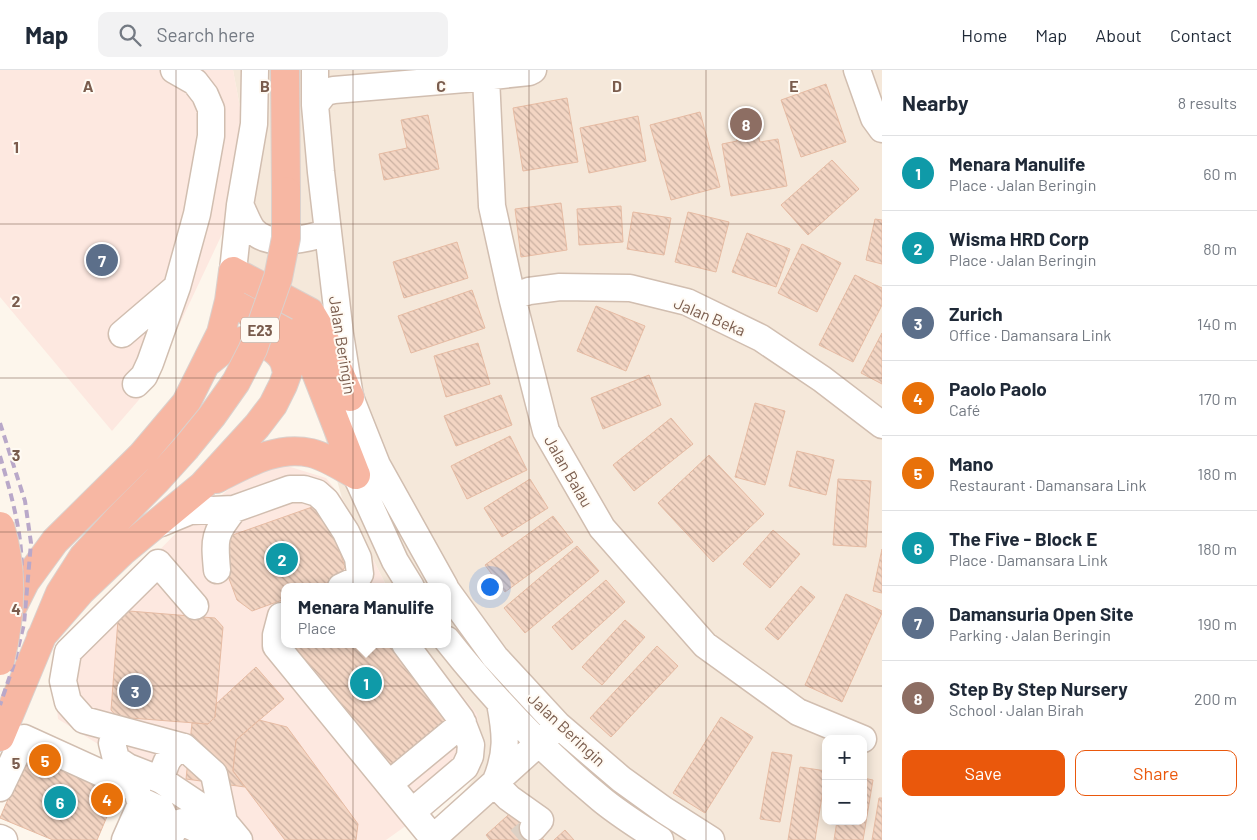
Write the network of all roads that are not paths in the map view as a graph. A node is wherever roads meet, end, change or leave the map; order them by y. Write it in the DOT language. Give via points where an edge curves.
graph roads {
  1 [pos="174,70"];
  2 [pos="241,70"];
  3 [pos="255,70"];
  4 [pos="285,70"];
  5 [pos="315,70"];
  6 [pos="325,70"];
  7 [pos="398,70"];
  8 [pos="533,70"];
  9 [pos="857,70"];
  10 [pos="486,77"];
  11 [pos="315,105"];
  12 [pos="254,124"];
  13 [pos="882,129"];
  14 [pos="321,172"];
  15 [pos="240,205"];
  16 [pos="319,235"];
  17 [pos="233,270"];
  18 [pos="177,287"];
  19 [pos="512,297"];
  20 [pos="229,301"];
  21 [pos="310,312"];
  22 [pos="122,334"];
  23 [pos="300,340"];
  24 [pos="207,363"];
  25 [pos="287,373"];
  26 [pos="136,384"];
  27 [pos="350,397"];
  28 [pos="882,425"];
  29 [pos="356,474"];
  30 [pos="203,485"];
  31 [pos="234,509"];
  32 [pos="378,522"];
  33 [pos="0,526"];
  34 [pos="153,527"];
  35 [pos="346,532"];
  36 [pos="217,570"];
  37 [pos="354,583"];
  38 [pos="409,583"];
  39 [pos="443,583"];
  40 [pos="451,597"];
  41 [pos="195,606"];
  42 [pos="276,615"];
  43 [pos="0,633"];
  44 [pos="41,637"];
  45 [pos="451,645"];
  46 [pos="408,648"];
  47 [pos="0,661"];
  48 [pos="500,703"];
  49 [pos="463,723"];
  50 [pos="558,725"];
  51 [pos="853,735"];
  52 [pos="144,736"];
  53 [pos="0,737"];
  54 [pos="867,741"];
  55 [pos="112,743"];
  56 [pos="539,744"];
  57 [pos="184,747"];
  58 [pos="882,747"];
  59 [pos="161,780"];
  60 [pos="389,784"];
  61 [pos="495,784"];
  62 [pos="0,788"];
  63 [pos="141,804"];
  64 [pos="412,812"];
  65 [pos="533,828"];
  66 [pos="226,834"];
  67 [pos="445,835"];
  68 [pos="0,838"];
  69 [pos="4,840"];
  70 [pos="125,840"];
  71 [pos="151,840"];
  72 [pos="169,840"];
  73 [pos="660,840"];
  74 [pos="711,840"];
  1 -- 18 [label="street" via="195,82 211,109 211,136 198,214"];
  2 -- 12 [label="street" via="252,101"];
  3 -- 12 [label="street"];
  4 -- 44 [label="highway, E23, bridge" via="286,238 278,278 254,349 212,416 84,558 60,593"];
  5 -- 11 [label="street, Jalan Beringin"];
  6 -- 7 [label="street" via="337,74"];
  8 -- 10 [label="street"];
  9 -- 13 [label="street" via="874,118"];
  10 -- 11 [label="street" via="334,90 325,92"];
  10 -- 19 [label="street, Jalan Balau" via="492,206"];
  11 -- 14 [label="street, Jalan Beringin"];
  12 -- 15 [label="street"];
  14 -- 16 [label="street, Jalan Beringin"];
  14 -- 27 [label="street, Jalan Beringin"];
  15 -- 16 [label="street" via="252,229 269,239 296,241"];
  15 -- 17 [label="street"];
  16 -- 21 [label="street, Jalan Beringin" via="317,290"];
  17 -- 20 [label="highway"];
  17 -- 21 [label="highway"];
  18 -- 22 [label="street"];
  18 -- 26 [label="street" via="150,363"];
  19 -- 28 [label="street, Jalan Beka" via="530,290 560,287 630,288 687,302 762,338"];
  19 -- 51 [label="street, Jalan Balau" via="546,431 602,528 705,645 798,712"];
  20 -- 23 [label="highway"];
  20 -- 24 [label="highway" via="221,333"];
  21 -- 23 [label="highway"];
  21 -- 27 [label="highway"];
  23 -- 25 [label="highway"];
  23 -- 29 [label="highway" via="306,347"];
  24 -- 25 [label="highway" via="238,342 255,341 271,347 282,358"];
  24 -- 43 [label="highway" via="186,403 166,429 55,541 25,582"];
  25 -- 30 [label="highway" via="273,405 258,426"];
  27 -- 39 [label="street, Jalan Beringin" via="377,465"];
  29 -- 30 [label="highway" via="312,453 287,450 258,458"];
  29 -- 32 [label="street"];
  30 -- 34 [label="highway"];
  31 -- 34 [label="street" via="190,511"];
  31 -- 35 [label="street" via="290,489 304,489 326,500"];
  31 -- 36 [label="street" via="217,533"];
  32 -- 35 [label="street"];
  32 -- 38 [label="street"];
  33 -- 47 [label="highway, bridge" via="10,587 9,617"];
  34 -- 44 [label="highway" via="82,590"];
  35 -- 37 [label="street" via="358,558 360,574"];
  40 -- 50 [label="street, Jalan Beringin" via="495,657"];
  41 -- 52 [label="street" via="158,563 68,652 63,681 68,702 84,720"];
  42 -- 60 [label="street" via="276,646"];
  44 -- 53 [label="highway, E23"];
  45 -- 48 [label="street, Jalan Beringin"];
  46 -- 49 [label="street"];
  48 -- 56 [label="street, Jalan Beringin"];
  48 -- 61 [label="street" via="506,732 504,760"];
  49 -- 60 [label="street"];
  49 -- 64 [label="street" via="471,745 465,767"];
  50 -- 56 [label="street"];
  50 -- 74 [label="street, Jalan Beringin" via="621,779"];
  52 -- 57 [label="street"];
  52 -- 59 [label="street"];
  54 -- 58 [label="street, Jalan Balau"];
  55 -- 59 [label="street" via="116,759"];
  56 -- 61 [label="street"];
  56 -- 73 [label="street, Jalan Beringin" via="601,799"];
  57 -- 59 [label="street" via="167,759"];
  57 -- 66 [label="street" via="214,774"];
  59 -- 66 [label="street"];
  60 -- 64 [label="street"];
  61 -- 65 [label="street" via="540,820"];
  61 -- 67 [label="street"];
  62 -- 63 [label="street" via="24,738 136,790"];
  63 -- 70 [label="street"];
  63 -- 71 [label="street" via="162,810"];
  64 -- 67 [label="street"];
  66 -- 72 [label="street" via="182,822 176,824"];
  68 -- 69 [label="street"];
}
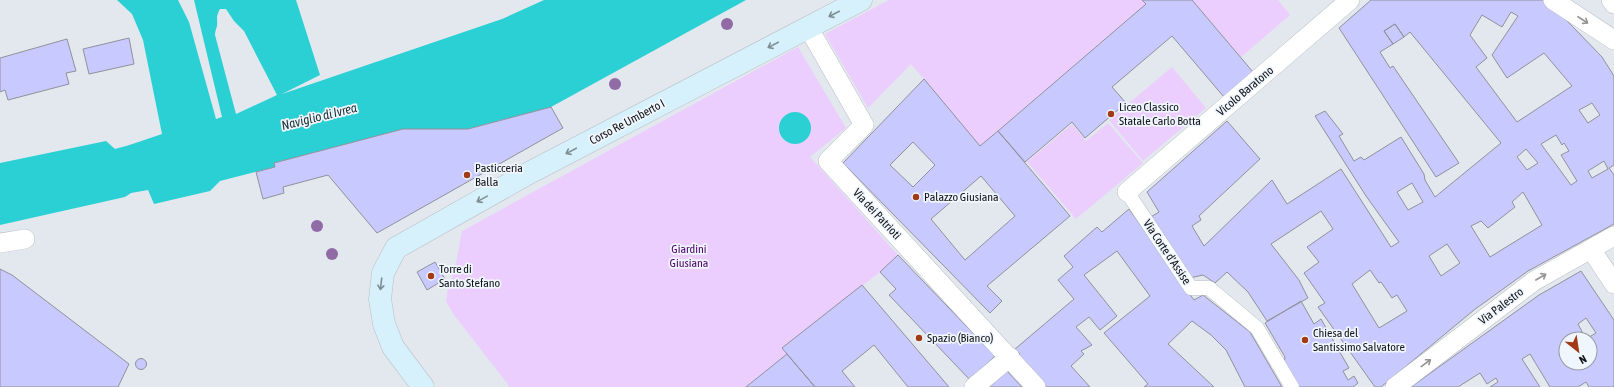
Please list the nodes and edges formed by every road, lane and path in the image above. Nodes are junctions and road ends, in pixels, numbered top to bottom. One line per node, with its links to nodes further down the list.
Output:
1 (861, 0): 6 (main road, Corso Re Umberto I, one-way to 6)
2 (1350, 0): 8 (street, Vicolo Baratono)
3 (1553, 0): 7 (street, one-way to 7)
4 (1611, 0): 5 (street)
5 (1614, 4)
6 (808, 27): 14 (street, Via dei Patrioti); 15 (main road, Corso Re Umberto I, one-way to 15)
7 (1614, 40)
8 (1126, 192): 18 (street, Via Corte d'Assise)
9 (1614, 236): 12 (street, Via Palestro)
10 (25, 238): 11 (street)
11 (0, 243)
12 (1591, 249): 13 (street); 19 (street, Via Palestro, one-way to 12)
13 (1614, 284)
14 (1010, 357): 16 (street); 17 (street, Via dei Patrioti)
15 (423, 387)
16 (974, 387)
17 (1036, 387)
18 (1292, 387)
19 (1395, 387)

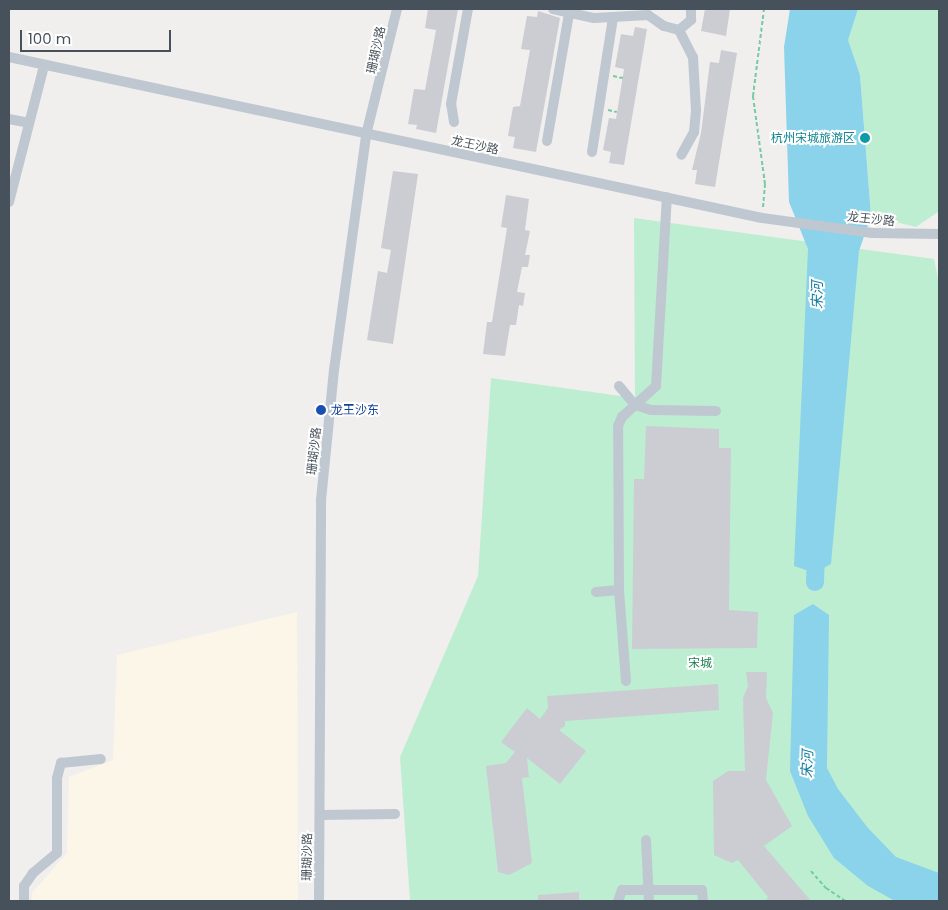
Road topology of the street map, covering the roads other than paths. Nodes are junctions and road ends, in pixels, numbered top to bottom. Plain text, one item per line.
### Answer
1 (397, 9) edge
2 (468, 9) edge
3 (553, 9) edge
4 (691, 9) edge
5 (569, 14) junction
6 (613, 18) junction
7 (679, 30) junction
8 (9, 57) edge
9 (44, 66) junction
10 (9, 119) edge
11 (454, 122) dead end
12 (29, 124) junction
13 (366, 136) junction
14 (547, 141) dead end
15 (592, 152) dead end
16 (681, 155) dead end
17 (667, 197) junction
18 (9, 202) edge
19 (939, 234) edge
20 (619, 386) dead end
21 (636, 405) junction
22 (716, 411) dead end
23 (619, 590) junction
24 (596, 592) dead end
25 (626, 681) dead end
26 (100, 759) dead end
27 (395, 814) dead end
28 (320, 815) junction
29 (646, 840) dead end
30 (649, 896) edge
31 (24, 901) edge
32 (319, 901) edge
33 (618, 901) edge
34 (703, 901) edge

1 - 13 street, 珊瑚沙路
2 - 11 street
3 - 5 street
4 - 7 street
5 - 6 street
5 - 14 street
6 - 7 street
6 - 15 street
7 - 16 street
8 - 9 street, 龙王沙路
9 - 12 street
9 - 13 street, 龙王沙路
10 - 12 street
12 - 18 street
13 - 17 street, 龙王沙路
13 - 28 street, 珊瑚沙路
17 - 19 street, 龙王沙路
17 - 21 street
20 - 21 street
21 - 22 street
21 - 23 street
23 - 24 street
23 - 25 street
26 - 31 street
27 - 28 street
28 - 32 street, 珊瑚沙路
29 - 30 street
30 - 33 street
30 - 34 street

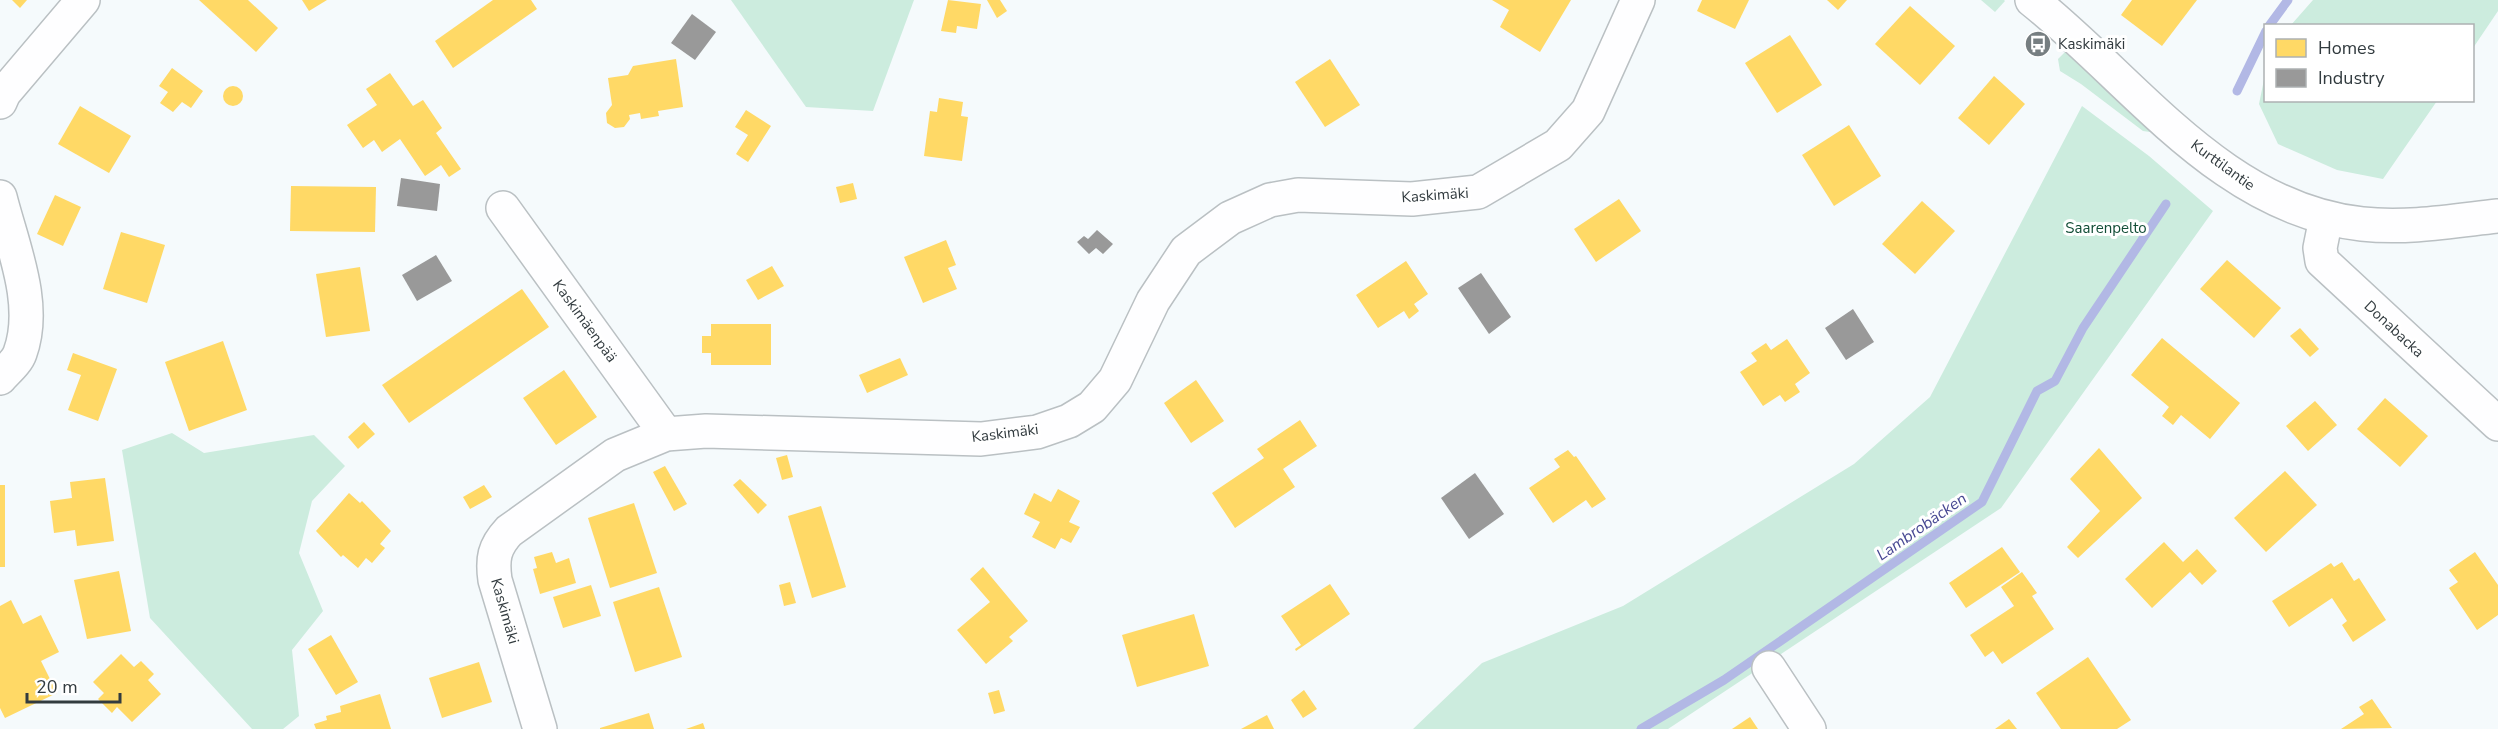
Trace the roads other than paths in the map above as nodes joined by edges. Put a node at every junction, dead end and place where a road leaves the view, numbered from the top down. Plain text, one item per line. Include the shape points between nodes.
1 (83, 0) edge
2 (1638, 0) edge
3 (2032, 0) edge
4 (0, 102) edge
5 (0, 197) edge
6 (503, 208) dead end
7 (2498, 216) edge
8 (2326, 218) junction
9 (0, 378) edge
10 (2498, 424) edge
11 (666, 434) junction
12 (1769, 668) dead end
13 (540, 729) edge
14 (1809, 729) edge

1 - 4 street
2 - 11 street, Kaskimäki via 1588,111 1558,146 1478,192 1412,199 1298,195 1270,200 1230,218 1186,251 1153,301 1114,380 1092,407 1069,421 1037,432 981,439 706,431
3 - 8 street, Kurttilantie via 2179,133 2246,184
5 - 9 street via 26,301 20,355
6 - 11 street, Kaskimäenpää
7 - 8 street, Kurttilantie via 2409,225
8 - 10 street, Donabacka via 2320,248 2322,261
11 - 13 street, Kaskimäki via 615,455 552,498 498,543 492,561 495,580
12 - 14 street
________
What needs to be done | Out of the entries, report each line that contains the word "Umberto".

Output |
1 (861, 0): 6 (main road, Corso Re Umberto I, one-way to 6)
6 (808, 27): 14 (street, Via dei Patrioti); 15 (main road, Corso Re Umberto I, one-way to 15)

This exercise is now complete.